Et ensuite… Daniel qui vient de subir la circoncision prend maintenant la place du Sandak et c’est lui qui tient fermement son frère Thomas, âgé de deux ans et demi qui va lui aussi être circoncis le même jour ! En attendant que l’anesthésie fasse son effet, l’enfant pleure. On le cajole et on pleure avec lui mais tous deux sont fermes dans leur décision. Et la maman, en bonne mère juive, les encourage et cache ses larmes. Après tout, elle aussi, ne connaissait rien de tout cela il y a à peine un an mais elle tient à ce que ses deux garçons entrent dans l’alliance d’Avraham notre père. Elle donna à Thomas le nom de Chmouel, sans trop savoir pourquoi… « Pour cet enfant j’ai prié » avait dit la prophétesse ‘Hanna après avoir enfin mis au monde cet enfant Chmouel. Ici aussi, à Tioumen, une femme juive a offert ses deux fils sur l’autel de la circoncision…
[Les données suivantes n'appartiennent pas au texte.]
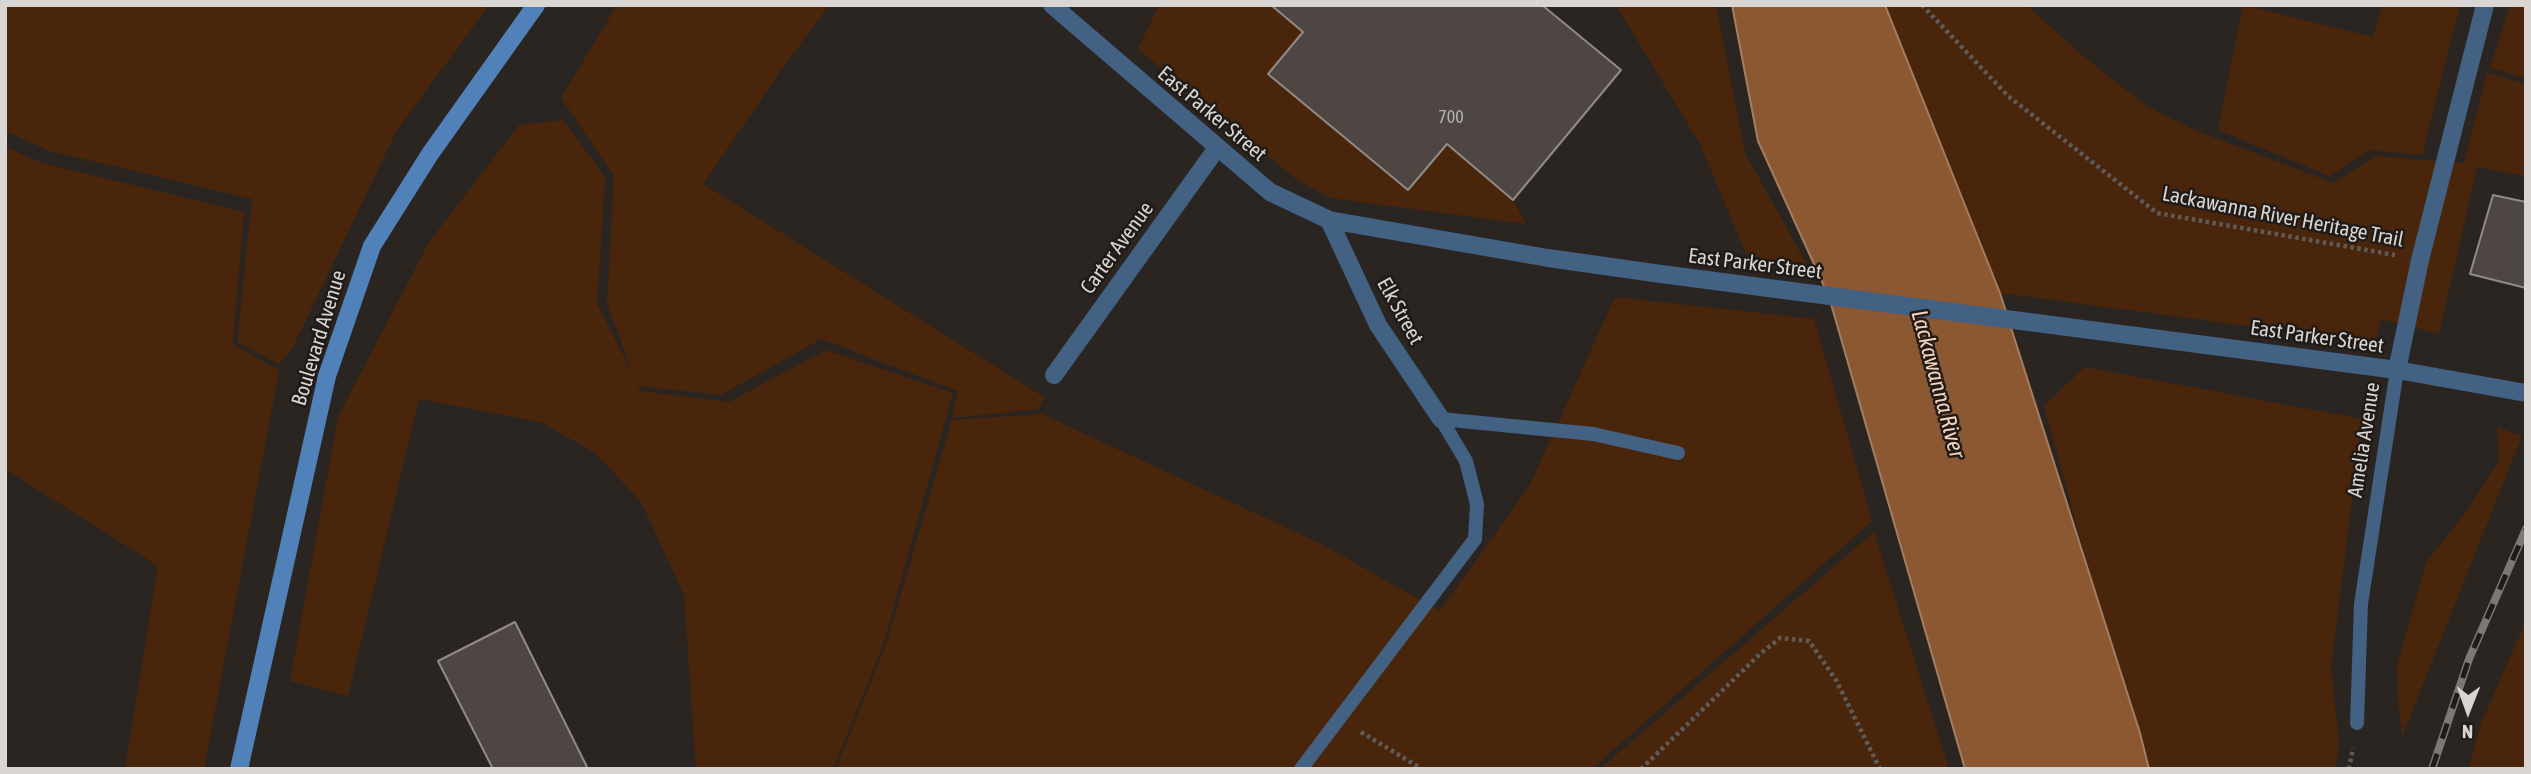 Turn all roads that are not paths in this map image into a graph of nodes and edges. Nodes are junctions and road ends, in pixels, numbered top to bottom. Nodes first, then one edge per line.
1 (536, 5) edge
2 (1052, 5) edge
3 (2485, 5) edge
4 (1217, 148) junction
5 (1329, 220) junction
6 (2397, 370) junction
7 (1054, 375) dead end
8 (2526, 393) edge
9 (1441, 419) junction
10 (1678, 453) dead end
11 (2357, 723) dead end
12 (239, 769) edge
13 (1301, 769) edge

1 - 12 street, Boulevard Avenue
2 - 4 street, East Parker Street
3 - 6 street, Amelia Avenue
4 - 5 street, East Parker Street
4 - 7 street, Carter Avenue
5 - 6 street, East Parker Street
5 - 9 street, Elk Street
6 - 8 street, East Parker Street
6 - 11 lane, Amelia Avenue
9 - 10 lane
9 - 13 lane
Daniel et Chmouel, ces deux jeunes enfants, deviendront grands ! Comme ils sont entrés dans l’alliance, qu’ainsi ils entrent dans l’étude de la Torah, qu’ils entrent sous le dais nuptial et qu’ils accomplissent de bonnes actions !

Maintenant Chmouel fréquente joyeusement notre jardin d’enfants et Daniel étudie avec assiduité à la Yechiva !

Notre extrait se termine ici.